Obtaining the Mass of a planet

It is difficult to obtain the planetary mass directly from transit signal. This implies that it will be also difficult to distinguish for example a hot Jupiter planet from a brown dwarf. For this reason often transit data is combined with radial velocity data if it is available. After loading Transit and RV data for a planetary system, choose the RV+Transit option in Visualizations panel. Then click initialize. Thus the log likelihood of both transit and RV data will be calculated and a combined model will be constructed.

In order to optimize the planetary parameters, it is a good idea to start by first optimizing only the period (P [d]), semi-amplitude (K [m/s]), and the offset (with L-M) and jitter (with Simplex) using the RV option in order to help the model. After that select RV + Transit, check the other parameters and optimize again for both types of data to construct a joint model. This trick works because RV data optimizing uses Fortran which is faster than SciPy (Python).

_images/rvtrans.gif

Combining RV and Transit data.

In the Models param. > Models tab check first RB [BJD] for epoch which will default the epoch to the first observation. This is especially useful when the order of data loaded to Exo-Striker is not chronological.

Attention

Keep in mind that when optimizing RV + transit data with Keplerian model, the parameter t0[d] in the Parameters panel is the main parameter which defines the planet’s phase (the time of the first transit) and the mean anomaly (Ma, which defines where on it orbit is the planet in a given epoch) is automatically calculated. On the other hand, if we choose dynamical model, the main parameter is Ma. Also the parameter tω[d] (Epoch) represents the time of the first RV measurement.

After combining both data sets, the first estimation of the planets mass is obtained. In order to have a better estimation acquired, it is necessary to include the stellar parameters such as stellar mass and radius to the model. As soon as the statistical parameters are optimized, the the model is ready to go through MCMC or Nested sampling for the obtaining posterior errors. MCMC and NS can also be used as optimizers for the joint model by checking the best log likelihood option.

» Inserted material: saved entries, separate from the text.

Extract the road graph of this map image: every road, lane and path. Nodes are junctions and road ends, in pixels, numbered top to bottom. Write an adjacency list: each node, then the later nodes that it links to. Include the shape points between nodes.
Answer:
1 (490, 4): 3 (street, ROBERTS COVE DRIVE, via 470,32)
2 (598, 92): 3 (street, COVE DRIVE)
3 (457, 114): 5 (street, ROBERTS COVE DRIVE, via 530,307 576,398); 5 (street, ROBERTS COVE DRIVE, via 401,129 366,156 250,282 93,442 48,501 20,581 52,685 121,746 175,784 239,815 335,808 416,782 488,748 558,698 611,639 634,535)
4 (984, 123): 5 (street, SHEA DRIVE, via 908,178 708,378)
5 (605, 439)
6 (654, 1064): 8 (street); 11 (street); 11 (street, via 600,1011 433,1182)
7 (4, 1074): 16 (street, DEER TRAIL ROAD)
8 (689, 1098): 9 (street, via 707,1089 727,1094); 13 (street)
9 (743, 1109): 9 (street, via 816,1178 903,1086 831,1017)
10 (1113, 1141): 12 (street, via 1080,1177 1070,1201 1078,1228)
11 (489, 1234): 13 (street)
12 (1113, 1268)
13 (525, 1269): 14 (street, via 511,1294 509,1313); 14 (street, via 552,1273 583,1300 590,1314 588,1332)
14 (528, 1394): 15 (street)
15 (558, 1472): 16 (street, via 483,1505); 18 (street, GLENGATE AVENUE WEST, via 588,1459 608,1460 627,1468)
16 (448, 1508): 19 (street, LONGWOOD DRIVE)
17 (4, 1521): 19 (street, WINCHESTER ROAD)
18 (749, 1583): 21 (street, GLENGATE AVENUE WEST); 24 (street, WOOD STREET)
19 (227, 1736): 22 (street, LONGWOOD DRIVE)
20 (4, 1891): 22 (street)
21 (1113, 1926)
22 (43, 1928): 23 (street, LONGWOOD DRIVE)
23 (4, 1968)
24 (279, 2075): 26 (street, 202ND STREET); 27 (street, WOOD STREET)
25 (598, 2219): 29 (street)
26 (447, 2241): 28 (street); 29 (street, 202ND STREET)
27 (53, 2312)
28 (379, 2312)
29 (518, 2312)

(For more information check Obtaining the best fit parameters uncertainties Ι & ΙΙ sections).


Binning data points

Sometimes it will be necessary to bin RV data points when the data set has many observations during a very short period of time. This procedure can lead to a better model estimation.

_images/bin.gif

Binning data.

In the example above the data set has ~10 RV observations in a time span of 1 hour. By binning the data through eg. 0.02 days, you only accept RV measurements with minimum period of ~30 minutes between 2 observations.